:: Listed entries ::
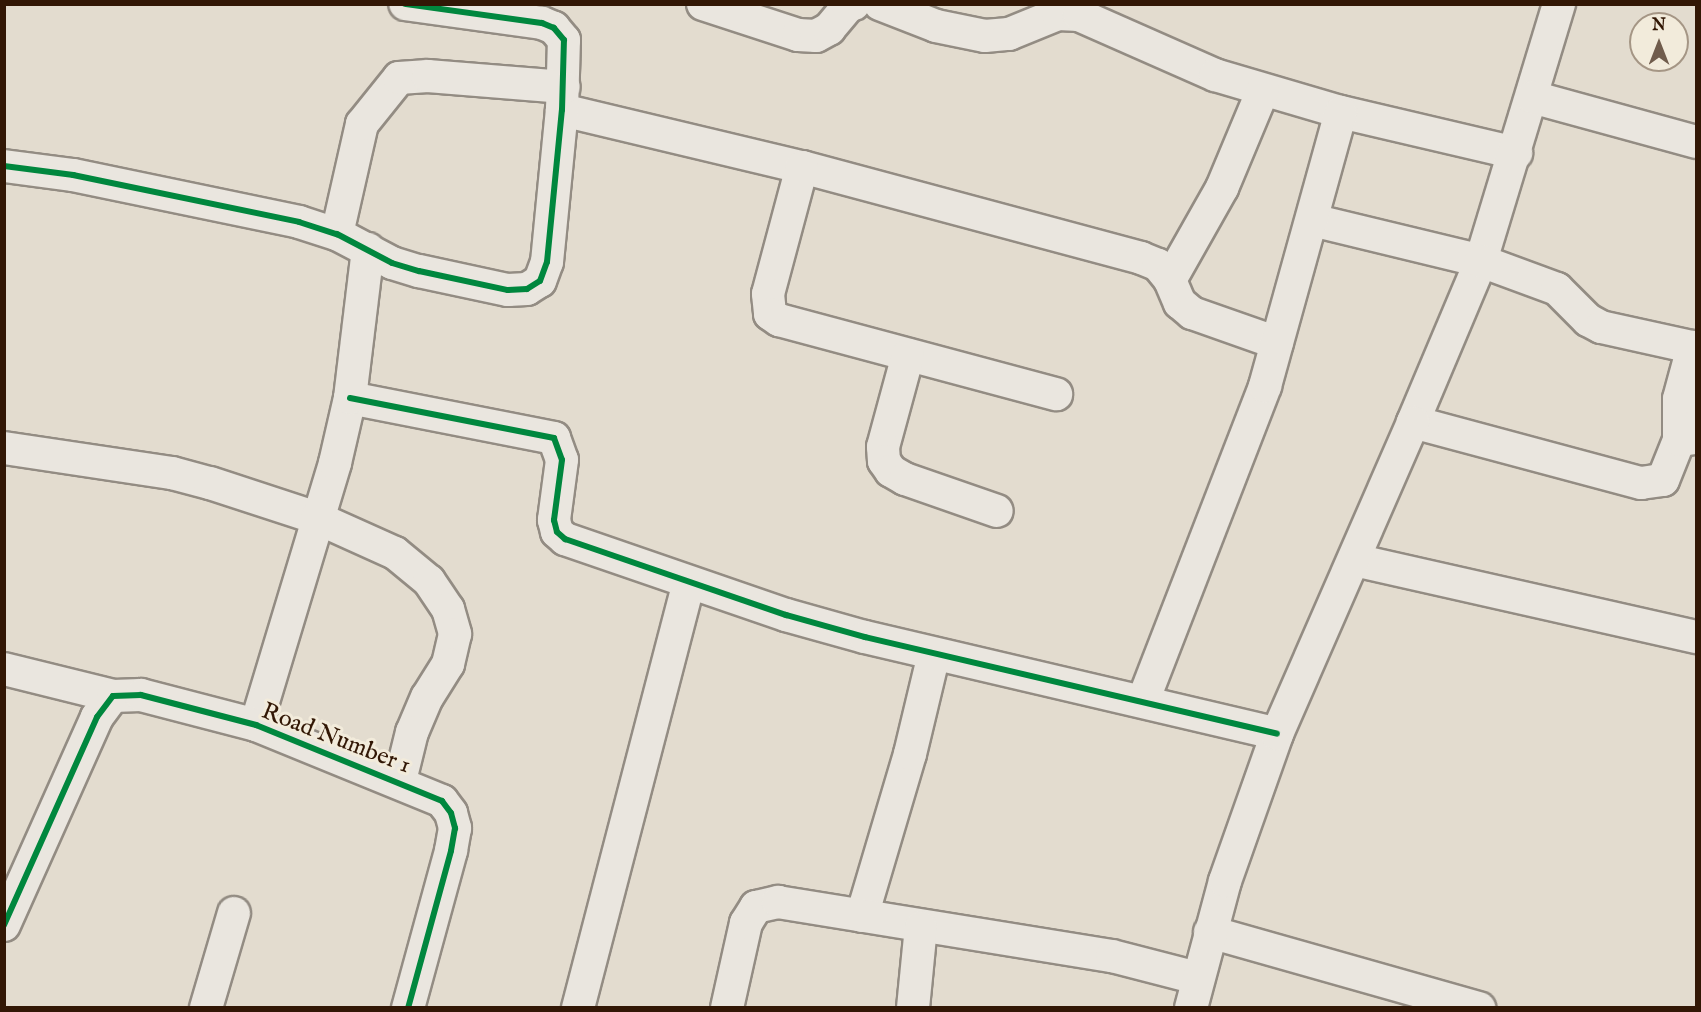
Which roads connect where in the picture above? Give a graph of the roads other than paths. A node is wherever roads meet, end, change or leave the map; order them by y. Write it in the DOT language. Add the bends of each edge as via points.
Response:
graph roads {
  1 [pos="405,4"];
  2 [pos="703,4"];
  3 [pos="854,4"];
  4 [pos="880,4"];
  5 [pos="1559,4"];
  6 [pos="503,11"];
  7 [pos="1263,90"];
  8 [pos="563,98"];
  9 [pos="1532,98"];
  10 [pos="1341,112"];
  11 [pos="1696,142"];
  12 [pos="1516,153"];
  13 [pos="4,166"];
  14 [pos="802,167"];
  15 [pos="1312,220"];
  16 [pos="337,234"];
  17 [pos="368,249"];
  18 [pos="1481,261"];
  19 [pos="1170,280"];
  20 [pos="1277,343"];
  21 [pos="1695,347"];
  22 [pos="908,355"];
  23 [pos="1056,394"];
  24 [pos="350,398"];
  25 [pos="1413,422"];
  26 [pos="1688,439"];
  27 [pos="4,448"];
  28 [pos="997,511"];
  29 [pos="317,518"];
  30 [pos="1354,560"];
  31 [pos="689,583"];
  32 [pos="1696,637"];
  33 [pos="934,654"];
  34 [pos="4,669"];
  35 [pos="113,696"];
  36 [pos="1143,701"];
  37 [pos="256,725"];
  38 [pos="1277,734"];
  39 [pos="400,781"];
  40 [pos="234,913"];
  41 [pos="862,916"];
  42 [pos="4,926"];
  43 [pos="921,927"];
  44 [pos="1210,932"];
  45 [pos="1194,993"];
  46 [pos="206,1008"];
  47 [pos="408,1008"];
  48 [pos="578,1008"];
  49 [pos="727,1008"];
  50 [pos="913,1008"];
  51 [pos="1479,1008"];
  1 -- 6 [label="street"];
  2 -- 3 [label="street" via="798,35 816,36 830,29"];
  4 -- 7 [label="street" via="936,26 985,36 1009,33 1058,14 1079,15 1173,59"];
  5 -- 9 [label="street"];
  6 -- 8 [label="street" via="542,23 559,34 567,54"];
  7 -- 10 [label="street"];
  7 -- 19 [label="street" via="1222,188"];
  8 -- 14 [label="street"];
  8 -- 16 [label="street" via="428,76 399,78 362,124"];
  8 -- 17 [label="street" via="547,262 540,281 527,289 508,290 419,271 392,263"];
  9 -- 11 [label="street"];
  9 -- 12 [label="street"];
  10 -- 12 [label="street"];
  10 -- 15 [label="street"];
  12 -- 18 [label="street"];
  13 -- 16 [label="street" via="73,175 299,222"];
  14 -- 19 [label="street" via="1130,255 1158,266"];
  14 -- 22 [label="street" via="768,294 771,314 779,320"];
  15 -- 18 [label="street"];
  15 -- 20 [label="street"];
  16 -- 17 [label="street"];
  17 -- 24 [label="street"];
  18 -- 21 [label="street" via="1557,289 1588,320 1601,327"];
  18 -- 25 [label="street"];
  19 -- 20 [label="street" via="1180,303 1192,313"];
  20 -- 36 [label="street" via="1218,512"];
  21 -- 26 [label="street" via="1679,399"];
  22 -- 23 [label="street"];
  22 -- 28 [label="street" via="883,447 884,461 891,471 905,479"];
  24 -- 29 [label="street"];
  24 -- 31 [label="street" via="554,438 562,460 554,520 557,532 565,539"];
  25 -- 26 [label="street" via="1641,483 1663,480"];
  25 -- 30 [label="street"];
  27 -- 29 [label="street" via="172,473"];
  29 -- 37 [label="street"];
  29 -- 39 [label="street" via="395,553 429,581 448,609 455,634 448,664 427,697"];
  30 -- 32 [label="street"];
  30 -- 38 [label="street"];
  31 -- 33 [label="street" via="786,615"];
  31 -- 48 [label="street"];
  33 -- 36 [label="street"];
  33 -- 41 [label="street" via="910,754"];
  34 -- 35 [label="street, Road Number 1"];
  35 -- 37 [label="street, Road Number 1" via="141,695"];
  35 -- 42 [label="street" via="97,717"];
  36 -- 38 [label="street"];
  37 -- 39 [label="street, Road Number 1"];
  38 -- 44 [label="street"];
  39 -- 47 [label="street, Road Number 1" via="442,801 455,828"];
  40 -- 46 [label="street"];
  41 -- 43 [label="street"];
  41 -- 49 [label="street" via="778,902 756,907 746,923 734,962"];
  43 -- 45 [label="street" via="1112,956"];
  43 -- 50 [label="street"];
  44 -- 45 [label="street"];
  44 -- 51 [label="street"];
}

:: Work item ::
Your answer must be an exact copy of the listing, with every picture omitted.

:: The completed task ::
Which roads connect where in the picture above? Give a graph of the roads other than paths. A node is wherever roads meet, end, change or leave the map; order them by y. Write it in the DOT language. Add the bends of each edge as via points.
Response:
graph roads {
  1 [pos="405,4"];
  2 [pos="703,4"];
  3 [pos="854,4"];
  4 [pos="880,4"];
  5 [pos="1559,4"];
  6 [pos="503,11"];
  7 [pos="1263,90"];
  8 [pos="563,98"];
  9 [pos="1532,98"];
  10 [pos="1341,112"];
  11 [pos="1696,142"];
  12 [pos="1516,153"];
  13 [pos="4,166"];
  14 [pos="802,167"];
  15 [pos="1312,220"];
  16 [pos="337,234"];
  17 [pos="368,249"];
  18 [pos="1481,261"];
  19 [pos="1170,280"];
  20 [pos="1277,343"];
  21 [pos="1695,347"];
  22 [pos="908,355"];
  23 [pos="1056,394"];
  24 [pos="350,398"];
  25 [pos="1413,422"];
  26 [pos="1688,439"];
  27 [pos="4,448"];
  28 [pos="997,511"];
  29 [pos="317,518"];
  30 [pos="1354,560"];
  31 [pos="689,583"];
  32 [pos="1696,637"];
  33 [pos="934,654"];
  34 [pos="4,669"];
  35 [pos="113,696"];
  36 [pos="1143,701"];
  37 [pos="256,725"];
  38 [pos="1277,734"];
  39 [pos="400,781"];
  40 [pos="234,913"];
  41 [pos="862,916"];
  42 [pos="4,926"];
  43 [pos="921,927"];
  44 [pos="1210,932"];
  45 [pos="1194,993"];
  46 [pos="206,1008"];
  47 [pos="408,1008"];
  48 [pos="578,1008"];
  49 [pos="727,1008"];
  50 [pos="913,1008"];
  51 [pos="1479,1008"];
  1 -- 6 [label="street"];
  2 -- 3 [label="street" via="798,35 816,36 830,29"];
  4 -- 7 [label="street" via="936,26 985,36 1009,33 1058,14 1079,15 1173,59"];
  5 -- 9 [label="street"];
  6 -- 8 [label="street" via="542,23 559,34 567,54"];
  7 -- 10 [label="street"];
  7 -- 19 [label="street" via="1222,188"];
  8 -- 14 [label="street"];
  8 -- 16 [label="street" via="428,76 399,78 362,124"];
  8 -- 17 [label="street" via="547,262 540,281 527,289 508,290 419,271 392,263"];
  9 -- 11 [label="street"];
  9 -- 12 [label="street"];
  10 -- 12 [label="street"];
  10 -- 15 [label="street"];
  12 -- 18 [label="street"];
  13 -- 16 [label="street" via="73,175 299,222"];
  14 -- 19 [label="street" via="1130,255 1158,266"];
  14 -- 22 [label="street" via="768,294 771,314 779,320"];
  15 -- 18 [label="street"];
  15 -- 20 [label="street"];
  16 -- 17 [label="street"];
  17 -- 24 [label="street"];
  18 -- 21 [label="street" via="1557,289 1588,320 1601,327"];
  18 -- 25 [label="street"];
  19 -- 20 [label="street" via="1180,303 1192,313"];
  20 -- 36 [label="street" via="1218,512"];
  21 -- 26 [label="street" via="1679,399"];
  22 -- 23 [label="street"];
  22 -- 28 [label="street" via="883,447 884,461 891,471 905,479"];
  24 -- 29 [label="street"];
  24 -- 31 [label="street" via="554,438 562,460 554,520 557,532 565,539"];
  25 -- 26 [label="street" via="1641,483 1663,480"];
  25 -- 30 [label="street"];
  27 -- 29 [label="street" via="172,473"];
  29 -- 37 [label="street"];
  29 -- 39 [label="street" via="395,553 429,581 448,609 455,634 448,664 427,697"];
  30 -- 32 [label="street"];
  30 -- 38 [label="street"];
  31 -- 33 [label="street" via="786,615"];
  31 -- 48 [label="street"];
  33 -- 36 [label="street"];
  33 -- 41 [label="street" via="910,754"];
  34 -- 35 [label="street, Road Number 1"];
  35 -- 37 [label="street, Road Number 1" via="141,695"];
  35 -- 42 [label="street" via="97,717"];
  36 -- 38 [label="street"];
  37 -- 39 [label="street, Road Number 1"];
  38 -- 44 [label="street"];
  39 -- 47 [label="street, Road Number 1" via="442,801 455,828"];
  40 -- 46 [label="street"];
  41 -- 43 [label="street"];
  41 -- 49 [label="street" via="778,902 756,907 746,923 734,962"];
  43 -- 45 [label="street" via="1112,956"];
  43 -- 50 [label="street"];
  44 -- 45 [label="street"];
  44 -- 51 [label="street"];
}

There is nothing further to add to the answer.